- Battle of Owyhee River: Part of the Indian Wars, Snake War
| Date | 26 December 1866 |
| Location | Malheur County, Oregon |
| Result | U.S. victory |

Belligerents
- United States: Paiute

Commanders and leaders
- George Crook: Howluck (Big Foot)

Strength
- 1 Company, 1st U.S. Cavalry: ~90

Casualties and losses
- 1 wounded 1 mortally wounded: 30 killed 7 captured

= Battle of Owyhee River =

1866 Snake War battle in California

The Battle of Owyhee River took place during the Snake War in 1866 in response to Paiute attacks along the Owyhee River earlier that year.

==Background==
Lt.
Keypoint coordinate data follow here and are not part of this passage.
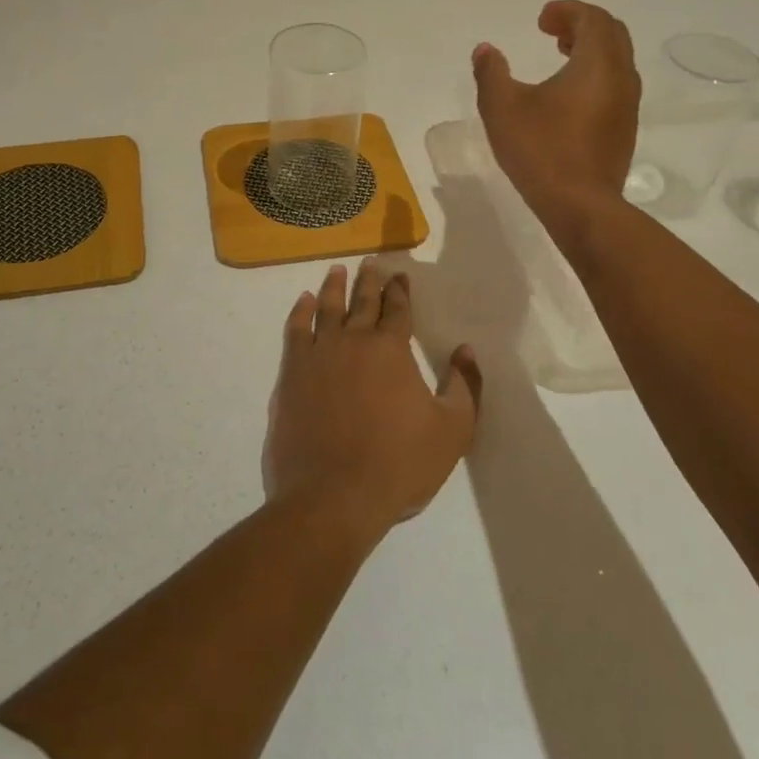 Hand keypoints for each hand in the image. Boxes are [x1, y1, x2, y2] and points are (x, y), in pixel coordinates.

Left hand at [265, 261, 481, 541]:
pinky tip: (304, 302)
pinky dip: (300, 311)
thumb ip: (464, 387)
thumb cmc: (398, 464)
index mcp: (391, 350)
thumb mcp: (452, 431)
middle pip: (362, 302)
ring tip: (337, 271)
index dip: (400, 291)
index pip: (398, 310)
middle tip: (370, 262)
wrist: (332, 496)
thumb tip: (466, 350)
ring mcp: (318, 354)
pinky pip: (296, 330)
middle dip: (369, 280)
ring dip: (334, 287)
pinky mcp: (291, 373)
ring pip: (327, 308)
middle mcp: (354, 341)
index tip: (400, 276)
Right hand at [473, 0, 640, 244]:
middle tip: (551, 32)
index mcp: (597, 64)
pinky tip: (567, 95)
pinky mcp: (624, 130)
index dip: (567, 11)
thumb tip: (485, 50)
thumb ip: (491, 73)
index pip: (593, 19)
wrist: (581, 206)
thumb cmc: (541, 151)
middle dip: (582, 25)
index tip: (540, 21)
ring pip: (617, 60)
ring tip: (560, 56)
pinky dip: (595, 74)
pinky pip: (615, 85)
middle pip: (612, 34)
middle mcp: (621, 78)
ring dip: (590, 50)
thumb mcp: (502, 108)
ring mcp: (627, 106)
Col. George Crook had recently arrived to assume command of the District of Boise in November, 1866. Crook set out with one company from the 1st U.S. Cavalry on December 18. Bad weather, rough terrain, growing opposition from his own ranks and unreliable guides all plagued Crook from the start. Yet, Crook pushed on until he reached the Paiute camp of Chief Howluck (Bigfoot) along the Owyhee River in southeast Oregon.

==Battle==
On the morning of December 26, Crook's men caught the Paiutes asleep in their camp. However, after the first shots were fired, Chief Howluck determined to stay and fight. The native warriors taunted the soldiers, who returned a deadly accurate fire on the warriors. Quickly into the fighting almost every mounted warrior was shot down. The rest sought refuge behind rocks, remaining there until mid-day when they retreated.

==Aftermath==
Crook had caused considerable damage to Howluck's warriors. 30 were killed and another 7 captured. Crook lost 1 man wounded and another mortally wounded. Crook commented the battle "...ended any more depredations from that band". Among the native horses and stores captured was a Wells Fargo mail pouch lost in the earlier Paiute raid. Crook did not immediately return to Boise, but continued his expedition engaging the Paiutes again at the Battle of Steen's Mountain.